▶ **DIRECTIONS FOR THIS TASK**
Scan the entries for lines with the word "dead", then copy those lines.

▶ **MATERIAL SUPPLIED**
_ _ _ _
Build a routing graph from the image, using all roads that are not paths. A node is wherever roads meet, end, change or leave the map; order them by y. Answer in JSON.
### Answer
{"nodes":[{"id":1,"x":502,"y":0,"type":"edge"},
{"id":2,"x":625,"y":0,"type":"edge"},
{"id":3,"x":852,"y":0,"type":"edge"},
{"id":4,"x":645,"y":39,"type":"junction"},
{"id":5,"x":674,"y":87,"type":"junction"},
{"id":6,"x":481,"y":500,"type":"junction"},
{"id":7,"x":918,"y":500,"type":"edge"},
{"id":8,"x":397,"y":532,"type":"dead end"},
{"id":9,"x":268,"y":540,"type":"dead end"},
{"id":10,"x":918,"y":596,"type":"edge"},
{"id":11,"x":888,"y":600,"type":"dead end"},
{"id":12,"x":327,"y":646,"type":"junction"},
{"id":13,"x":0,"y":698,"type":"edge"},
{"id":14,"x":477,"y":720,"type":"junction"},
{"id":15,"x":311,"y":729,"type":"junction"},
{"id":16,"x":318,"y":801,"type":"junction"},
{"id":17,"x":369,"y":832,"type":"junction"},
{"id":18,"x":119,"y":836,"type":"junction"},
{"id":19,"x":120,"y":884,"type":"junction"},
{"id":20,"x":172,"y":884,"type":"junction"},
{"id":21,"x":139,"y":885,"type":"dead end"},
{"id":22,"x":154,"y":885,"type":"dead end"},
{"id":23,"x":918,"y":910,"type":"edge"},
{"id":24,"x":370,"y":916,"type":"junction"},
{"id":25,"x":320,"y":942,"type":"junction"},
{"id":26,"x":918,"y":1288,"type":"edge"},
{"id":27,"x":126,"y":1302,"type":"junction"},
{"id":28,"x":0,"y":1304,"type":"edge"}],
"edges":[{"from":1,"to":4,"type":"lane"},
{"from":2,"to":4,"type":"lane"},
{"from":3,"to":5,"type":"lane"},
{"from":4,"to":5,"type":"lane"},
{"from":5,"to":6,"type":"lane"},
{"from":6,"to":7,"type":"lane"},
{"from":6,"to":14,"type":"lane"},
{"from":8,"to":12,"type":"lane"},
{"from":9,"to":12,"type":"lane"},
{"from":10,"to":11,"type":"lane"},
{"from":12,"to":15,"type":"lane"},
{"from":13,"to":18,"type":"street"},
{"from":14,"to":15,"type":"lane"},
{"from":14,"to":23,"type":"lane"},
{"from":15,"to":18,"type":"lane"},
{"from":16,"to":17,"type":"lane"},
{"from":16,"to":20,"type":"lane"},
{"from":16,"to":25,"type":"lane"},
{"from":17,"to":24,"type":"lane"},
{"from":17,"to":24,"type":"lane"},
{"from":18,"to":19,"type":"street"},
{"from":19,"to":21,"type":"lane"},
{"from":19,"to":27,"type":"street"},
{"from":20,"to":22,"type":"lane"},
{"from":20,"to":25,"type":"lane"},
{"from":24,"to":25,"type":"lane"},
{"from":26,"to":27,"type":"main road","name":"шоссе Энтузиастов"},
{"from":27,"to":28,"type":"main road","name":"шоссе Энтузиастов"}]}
_ _ _ _
▶ **THE ANSWER**
{"id":8,"x":397,"y":532,"type":"dead end"},
{"id":9,"x":268,"y":540,"type":"dead end"},
{"id":11,"x":888,"y":600,"type":"dead end"},
{"id":21,"x":139,"y":885,"type":"dead end"},
{"id":22,"x":154,"y":885,"type":"dead end"},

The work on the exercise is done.